2011 NCAA Division II women's basketball tournament
- Teams: 64
- Finals site: St. Joseph Civic Arena, St. Joseph, MO
- Champions: Clayton State Lakers (1st title)
- Runner-up: Michigan Tech Huskies (1st title game)
- Semifinalists: Northwest Missouri State Bearcats (1st Final Four); Shaw Bears (1st Final Four);
- Winning coach: Dennis Cox (1st title)
- MOP: Teshymia Tillman (Clayton State)

= 2011 NCAA Division II women's basketball tournament =

The 2011 NCAA Division II women's basketball tournament involved 64 schools playing in a single-elimination tournament to determine the national champion of women's NCAA Division II college basketball as a culmination of the 2010–11 basketball season.

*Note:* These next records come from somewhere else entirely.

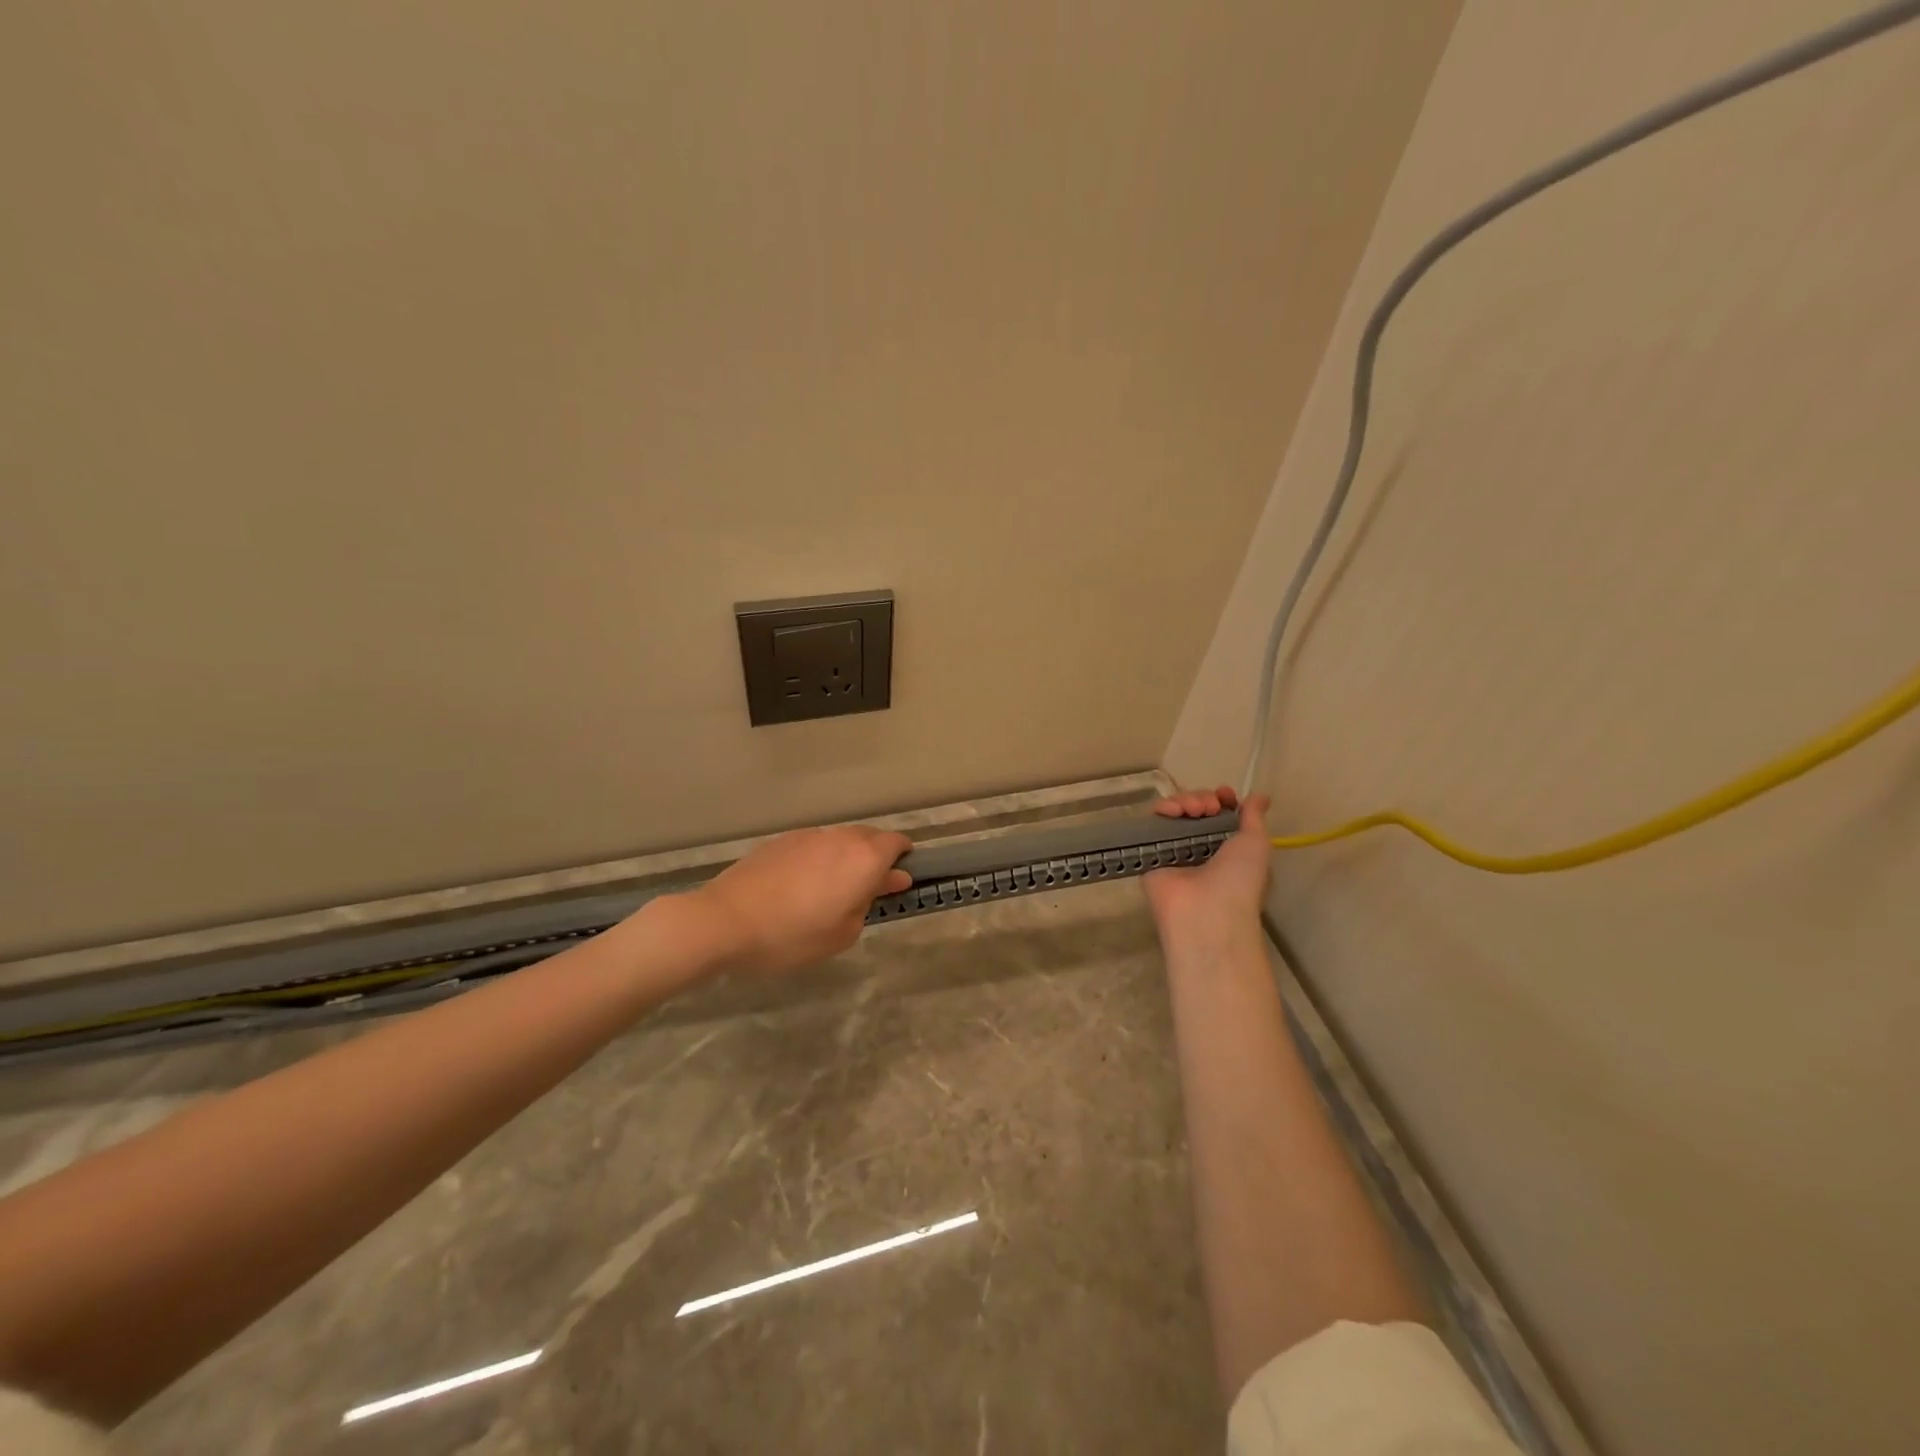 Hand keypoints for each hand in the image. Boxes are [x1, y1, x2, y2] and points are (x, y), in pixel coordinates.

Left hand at [681, 824, 912, 977]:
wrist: (725, 921)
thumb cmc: (792, 935)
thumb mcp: (842, 934)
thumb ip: (870, 902)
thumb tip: (888, 880)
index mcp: (863, 859)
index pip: (897, 843)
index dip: (904, 859)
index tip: (898, 881)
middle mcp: (840, 838)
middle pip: (870, 837)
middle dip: (876, 857)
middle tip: (867, 890)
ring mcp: (808, 835)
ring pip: (840, 840)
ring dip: (846, 857)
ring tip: (830, 891)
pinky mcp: (781, 840)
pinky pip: (814, 844)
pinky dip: (819, 859)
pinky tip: (801, 886)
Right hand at [1143, 786, 1271, 946]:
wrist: (1206, 912)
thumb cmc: (1239, 879)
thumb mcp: (1256, 844)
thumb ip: (1254, 818)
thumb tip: (1259, 796)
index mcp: (1227, 848)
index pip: (1219, 814)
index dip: (1222, 799)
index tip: (1224, 794)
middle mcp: (1200, 847)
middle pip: (1196, 808)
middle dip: (1203, 798)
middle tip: (1209, 808)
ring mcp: (1175, 849)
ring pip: (1175, 811)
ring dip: (1185, 800)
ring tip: (1192, 810)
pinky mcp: (1152, 851)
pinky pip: (1153, 822)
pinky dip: (1162, 809)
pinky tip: (1171, 811) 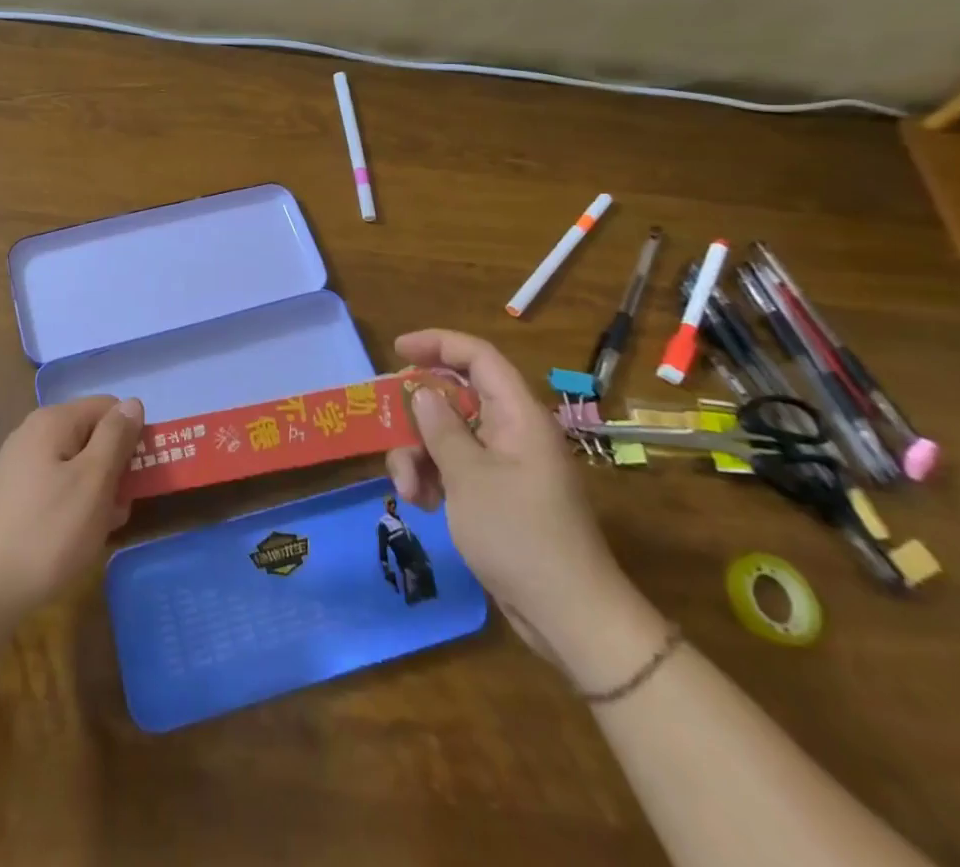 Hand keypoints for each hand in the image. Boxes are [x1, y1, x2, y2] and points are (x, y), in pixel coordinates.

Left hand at [0, 395, 143, 628]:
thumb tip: (133, 403)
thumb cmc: (46, 532)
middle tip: (120, 508)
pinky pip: (57, 488)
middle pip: (92, 436)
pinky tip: (76, 540)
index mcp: (53, 421)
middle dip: (115, 468)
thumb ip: (116, 437)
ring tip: (101, 530)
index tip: (139, 475)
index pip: (109, 407)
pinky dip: (74, 507)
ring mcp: (20, 466)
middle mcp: (33, 433)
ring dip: (97, 493)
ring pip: (76, 466)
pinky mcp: (13, 497)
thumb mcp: (93, 481)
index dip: (131, 436)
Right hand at [385, 330, 648, 668]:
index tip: (397, 349)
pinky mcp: (497, 494)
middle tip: (391, 434)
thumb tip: (423, 392)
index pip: (478, 357)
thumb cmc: (519, 535)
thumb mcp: (468, 477)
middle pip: (456, 398)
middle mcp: (513, 431)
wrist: (568, 616)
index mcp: (518, 416)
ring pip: (449, 435)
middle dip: (418, 417)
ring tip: (408, 491)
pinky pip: (456, 467)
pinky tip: (422, 505)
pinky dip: (433, 478)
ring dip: (419, 456)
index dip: (438, 343)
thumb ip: (441, 428)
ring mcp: (505, 465) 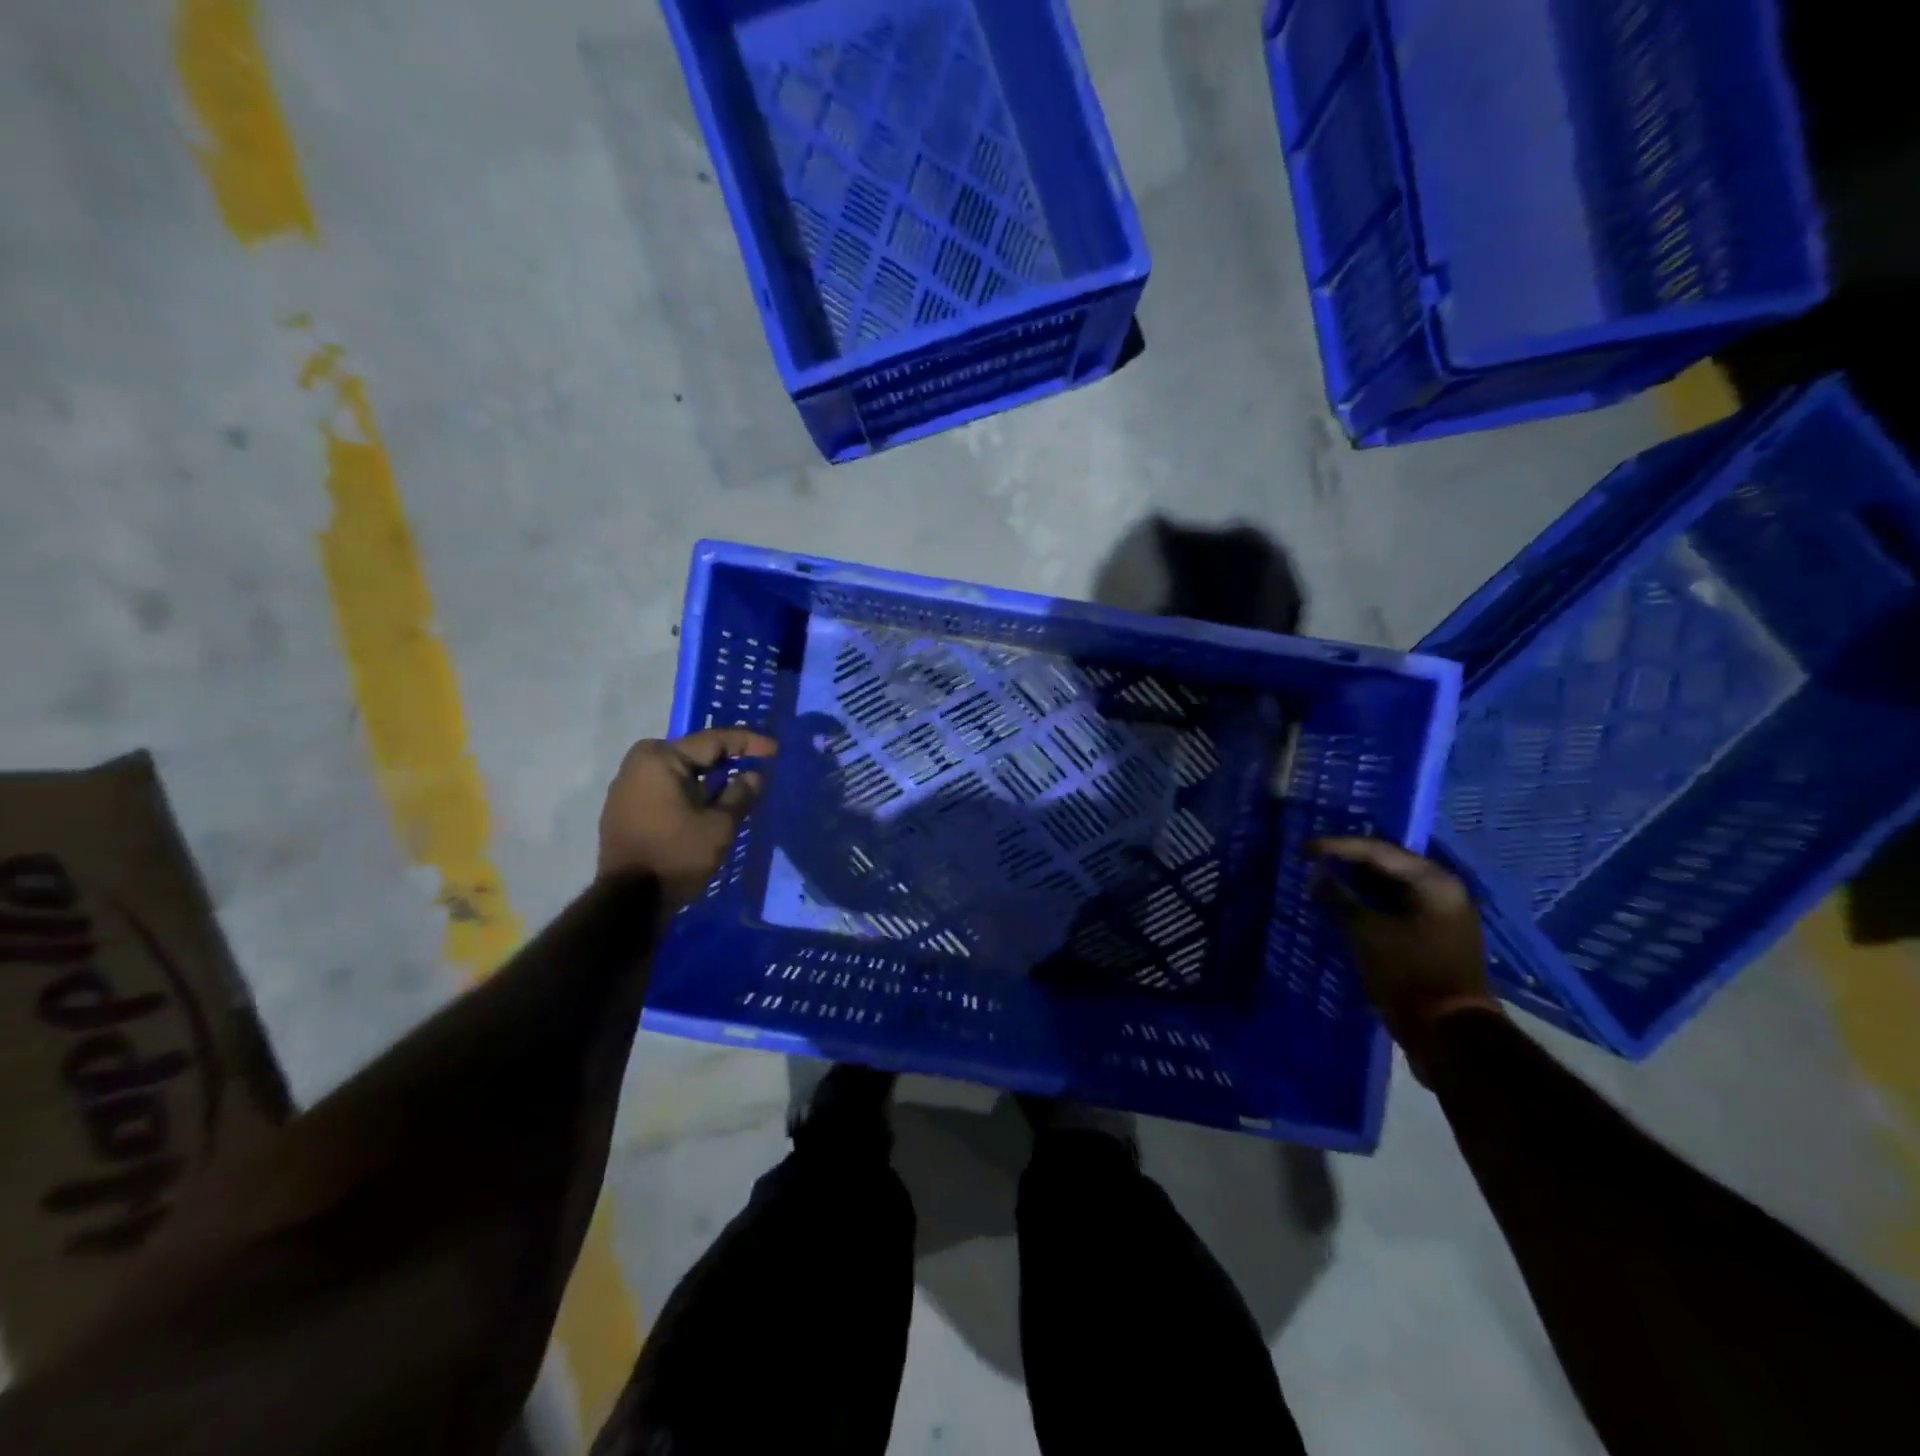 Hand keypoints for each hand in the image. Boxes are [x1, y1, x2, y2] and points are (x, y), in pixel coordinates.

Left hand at [598, 728, 776, 906]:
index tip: (775, 750)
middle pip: (693, 754)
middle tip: (756, 764)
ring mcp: (626, 787)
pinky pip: (665, 789)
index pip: (713, 741)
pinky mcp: (624, 810)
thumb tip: (754, 776)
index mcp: (660, 758)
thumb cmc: (677, 855)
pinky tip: (709, 803)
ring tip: (737, 785)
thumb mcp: (719, 825)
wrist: (629, 902)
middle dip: (726, 759)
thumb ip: (740, 794)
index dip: (748, 743)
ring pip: (678, 773)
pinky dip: (689, 792)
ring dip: (707, 778)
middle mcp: (638, 764)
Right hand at [1309, 837, 1500, 1076]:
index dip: (1337, 847)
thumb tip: (1316, 874)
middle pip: (1387, 865)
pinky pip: (1394, 907)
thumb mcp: (1365, 932)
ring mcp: (1441, 915)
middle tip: (1311, 859)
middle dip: (1347, 862)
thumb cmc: (1408, 973)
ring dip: (1356, 884)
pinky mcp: (1433, 936)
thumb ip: (1339, 898)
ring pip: (1390, 888)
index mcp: (1433, 882)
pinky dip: (1368, 904)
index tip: (1303, 849)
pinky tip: (1342, 905)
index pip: (1378, 850)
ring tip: (1320, 879)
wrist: (1448, 1033)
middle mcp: (1443, 891) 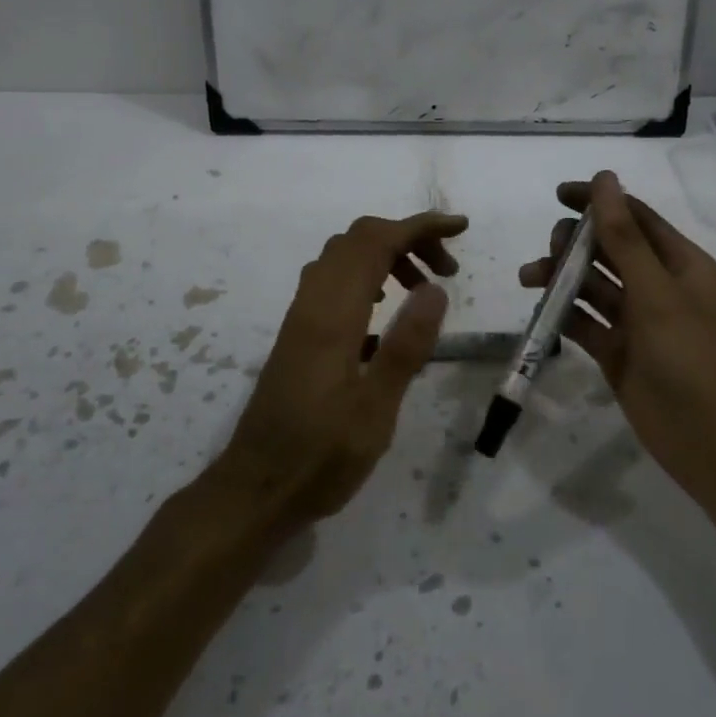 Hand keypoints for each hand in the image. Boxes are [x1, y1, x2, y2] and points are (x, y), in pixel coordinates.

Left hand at [211, 210, 467, 528]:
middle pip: (357, 239)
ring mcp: (300, 317)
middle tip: (447, 268)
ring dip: (385, 254)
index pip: (375, 243)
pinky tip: (383, 310)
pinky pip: (332, 279)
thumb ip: (405, 348)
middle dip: (407, 236)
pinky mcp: (298, 333)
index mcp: (332, 316)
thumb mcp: (375, 411)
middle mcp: (312, 304)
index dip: (419, 227)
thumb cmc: (320, 458)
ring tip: (423, 288)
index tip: (460, 228)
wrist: (254, 489)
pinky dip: (365, 274)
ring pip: (342, 256)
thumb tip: (434, 288)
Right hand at [518, 171, 715, 511]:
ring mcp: (637, 322)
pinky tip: (540, 310)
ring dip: (562, 277)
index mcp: (680, 264)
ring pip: (592, 286)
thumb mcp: (657, 292)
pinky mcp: (618, 353)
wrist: (715, 444)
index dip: (599, 202)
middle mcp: (658, 287)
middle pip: (609, 250)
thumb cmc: (693, 358)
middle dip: (576, 243)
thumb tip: (604, 179)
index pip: (634, 218)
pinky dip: (563, 314)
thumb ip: (625, 237)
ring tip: (530, 277)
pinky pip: (585, 323)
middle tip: (552, 250)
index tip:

==Qualification and tournament format==
The champions of the 22 basketball conferences qualified automatically. An additional 42 teams were selected as at-large participants by the selection committee. The first three rounds of the tournament were organized in regions comprising eight participants in groups of two or three conferences (two in the Central and Midwest regions). The eight regional winners then met at the Elite Eight for the final three rounds held at the St. Joseph Civic Arena in St. Joseph, Missouri.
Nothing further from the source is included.